*** Supplied material

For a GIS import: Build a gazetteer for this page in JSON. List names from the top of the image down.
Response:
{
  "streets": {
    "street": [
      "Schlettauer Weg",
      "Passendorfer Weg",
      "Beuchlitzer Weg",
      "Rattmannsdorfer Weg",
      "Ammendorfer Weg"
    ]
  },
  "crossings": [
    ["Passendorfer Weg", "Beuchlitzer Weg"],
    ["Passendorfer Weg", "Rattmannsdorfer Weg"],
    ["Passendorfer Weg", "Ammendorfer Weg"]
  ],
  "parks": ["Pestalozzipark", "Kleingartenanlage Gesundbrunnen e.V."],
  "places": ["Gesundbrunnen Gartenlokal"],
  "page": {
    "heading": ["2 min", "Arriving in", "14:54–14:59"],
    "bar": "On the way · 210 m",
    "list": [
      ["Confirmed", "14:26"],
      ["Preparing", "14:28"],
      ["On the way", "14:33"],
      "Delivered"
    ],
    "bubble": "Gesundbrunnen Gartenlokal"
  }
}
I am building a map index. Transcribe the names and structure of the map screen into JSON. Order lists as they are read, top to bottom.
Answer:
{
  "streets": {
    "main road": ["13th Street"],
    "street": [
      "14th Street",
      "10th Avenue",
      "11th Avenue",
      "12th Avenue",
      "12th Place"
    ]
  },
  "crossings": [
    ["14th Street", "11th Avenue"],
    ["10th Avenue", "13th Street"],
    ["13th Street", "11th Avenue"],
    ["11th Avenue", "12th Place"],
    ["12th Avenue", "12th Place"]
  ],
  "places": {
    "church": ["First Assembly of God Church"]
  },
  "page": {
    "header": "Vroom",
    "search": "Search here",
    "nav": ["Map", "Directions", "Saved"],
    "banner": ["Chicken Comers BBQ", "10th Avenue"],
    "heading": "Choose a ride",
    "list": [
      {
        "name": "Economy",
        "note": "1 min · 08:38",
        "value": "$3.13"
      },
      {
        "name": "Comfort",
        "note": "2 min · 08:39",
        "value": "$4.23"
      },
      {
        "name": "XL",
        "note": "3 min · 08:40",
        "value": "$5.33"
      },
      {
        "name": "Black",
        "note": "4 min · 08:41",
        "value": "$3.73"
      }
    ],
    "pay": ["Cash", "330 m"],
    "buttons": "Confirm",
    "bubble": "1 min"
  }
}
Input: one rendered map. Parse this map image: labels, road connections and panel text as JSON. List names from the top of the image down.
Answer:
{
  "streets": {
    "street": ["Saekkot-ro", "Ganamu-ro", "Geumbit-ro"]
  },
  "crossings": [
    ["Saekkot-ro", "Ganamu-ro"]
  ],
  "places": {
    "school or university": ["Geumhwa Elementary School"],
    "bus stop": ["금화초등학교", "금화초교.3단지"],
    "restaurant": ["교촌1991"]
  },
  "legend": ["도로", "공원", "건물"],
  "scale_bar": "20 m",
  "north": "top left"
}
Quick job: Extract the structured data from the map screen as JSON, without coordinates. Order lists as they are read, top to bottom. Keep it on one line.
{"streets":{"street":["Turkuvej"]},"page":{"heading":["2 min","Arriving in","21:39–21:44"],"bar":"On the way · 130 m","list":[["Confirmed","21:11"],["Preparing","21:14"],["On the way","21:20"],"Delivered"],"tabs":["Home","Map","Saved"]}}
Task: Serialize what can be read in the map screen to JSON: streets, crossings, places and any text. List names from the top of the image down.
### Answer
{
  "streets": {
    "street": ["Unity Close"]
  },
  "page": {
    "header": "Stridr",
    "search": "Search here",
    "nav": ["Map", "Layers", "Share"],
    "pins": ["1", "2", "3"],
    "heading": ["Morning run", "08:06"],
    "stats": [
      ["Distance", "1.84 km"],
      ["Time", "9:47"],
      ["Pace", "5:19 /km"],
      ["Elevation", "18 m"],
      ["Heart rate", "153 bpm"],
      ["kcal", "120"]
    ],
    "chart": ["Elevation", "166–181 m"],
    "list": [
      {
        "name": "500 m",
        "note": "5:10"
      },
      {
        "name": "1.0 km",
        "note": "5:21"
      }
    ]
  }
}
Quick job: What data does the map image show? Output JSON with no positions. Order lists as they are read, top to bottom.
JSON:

******

The answer must be an exact copy of every entry.

For a GIS import: Build a gazetteer for this page in JSON. List names from the top of the image down.
Response:
{
  "streets": {
    "street": [
      "Schlettauer Weg",
      "Passendorfer Weg",
      "Beuchlitzer Weg",
      "Rattmannsdorfer Weg",
      "Ammendorfer Weg"
    ]
  },
  "crossings": [
    ["Passendorfer Weg", "Beuchlitzer Weg"],
    ["Passendorfer Weg", "Rattmannsdorfer Weg"],
    ["Passendorfer Weg", "Ammendorfer Weg"]
  ],
  "parks": ["Pestalozzipark", "Kleingartenanlage Gesundbrunnen e.V."],
  "places": ["Gesundbrunnen Gartenlokal"],
  "page": {
    "heading": ["2 min", "Arriving in", "14:54–14:59"],
    "bar": "On the way · 210 m",
    "list": [
      ["Confirmed", "14:26"],
      ["Preparing", "14:28"],
      ["On the way", "14:33"],
      "Delivered"
    ],
    "bubble": "Gesundbrunnen Gartenlokal"
  }
}
I am building a map index. Transcribe the names and structure of the map screen into JSON. Order lists as they are read, top to bottom.
Answer:
{
  "streets": {
    "main road": ["13th Street"],
    "street": [
      "14th Street",
      "10th Avenue",
      "11th Avenue",
      "12th Avenue",
      "12th Place"
    ]
  },
  "crossings": [
    ["14th Street", "11th Avenue"],
    ["10th Avenue", "13th Street"],
    ["13th Street", "11th Avenue"],
    ["11th Avenue", "12th Place"],
    ["12th Avenue", "12th Place"]
  ],
  "places": {
    "church": ["First Assembly of God Church"]
  },
  "page": {
    "header": "Vroom",
    "search": "Search here",
    "nav": ["Map", "Directions", "Saved"],
    "banner": ["Chicken Comers BBQ", "10th Avenue"],
    "heading": "Choose a ride",
    "list": [
      {
        "name": "Economy",
        "note": "1 min · 08:38",
        "value": "$3.13"
      },
      {
        "name": "Comfort",
        "note": "2 min · 08:39",
        "value": "$4.23"
      },
      {
        "name": "XL",
        "note": "3 min · 08:40",
        "value": "$5.33"
      },
      {
        "name": "Black",
        "note": "4 min · 08:41",
        "value": "$3.73"
      }
    ],
    "pay": ["Cash", "330 m"],
    "buttons": "Confirm",
    "bubble": "1 min"
  }
}
Input: one rendered map. Parse this map image: labels, road connections and panel text as JSON. List names from the top of the image down.
Answer:
{
  "streets": {
    "street": ["Saekkot-ro", "Ganamu-ro", "Geumbit-ro"]
  },
  "crossings": [
    ["Saekkot-ro", "Ganamu-ro"]
  ],
  "places": {
    "school or university": ["Geumhwa Elementary School"],
    "bus stop": ["금화초등학교", "금화초교.3단지"],
    "restaurant": ["교촌1991"]
  },
  "legend": ["도로", "공원", "건물"],
  "scale_bar": "20 m",
  "north": "top left"
}
Quick job: Extract the structured data from the map screen as JSON, without coordinates. Order lists as they are read, top to bottom. Keep it on one line.
{"streets":{"street":["Turkuvej"]},"page":{"heading":["2 min","Arriving in","21:39–21:44"],"bar":"On the way · 130 m","list":[["Confirmed","21:11"],["Preparing","21:14"],["On the way","21:20"],"Delivered"],"tabs":["Home","Map","Saved"]}}
Task: Serialize what can be read in the map screen to JSON: streets, crossings, places and any text. List names from the top of the image down.
### Answer
{
  "streets": {
    "street": ["Unity Close"]
  },
  "page": {
    "header": "Stridr",
    "search": "Search here",
    "nav": ["Map", "Layers", "Share"],
    "pins": ["1", "2", "3"],
    "heading": ["Morning run", "08:06"],
    "stats": [
      ["Distance", "1.84 km"],
      ["Time", "9:47"],
      ["Pace", "5:19 /km"],
      ["Elevation", "18 m"],
      ["Heart rate", "153 bpm"],
      ["kcal", "120"]
    ],
    "chart": ["Elevation", "166–181 m"],
    "list": [
      {
        "name": "500 m",
        "note": "5:10"
      },
      {
        "name": "1.0 km",
        "note": "5:21"
      }
    ]
  }
}
Quick job: What data does the map image show? Output JSON with no positions. Order lists as they are read, top to bottom.
JSON:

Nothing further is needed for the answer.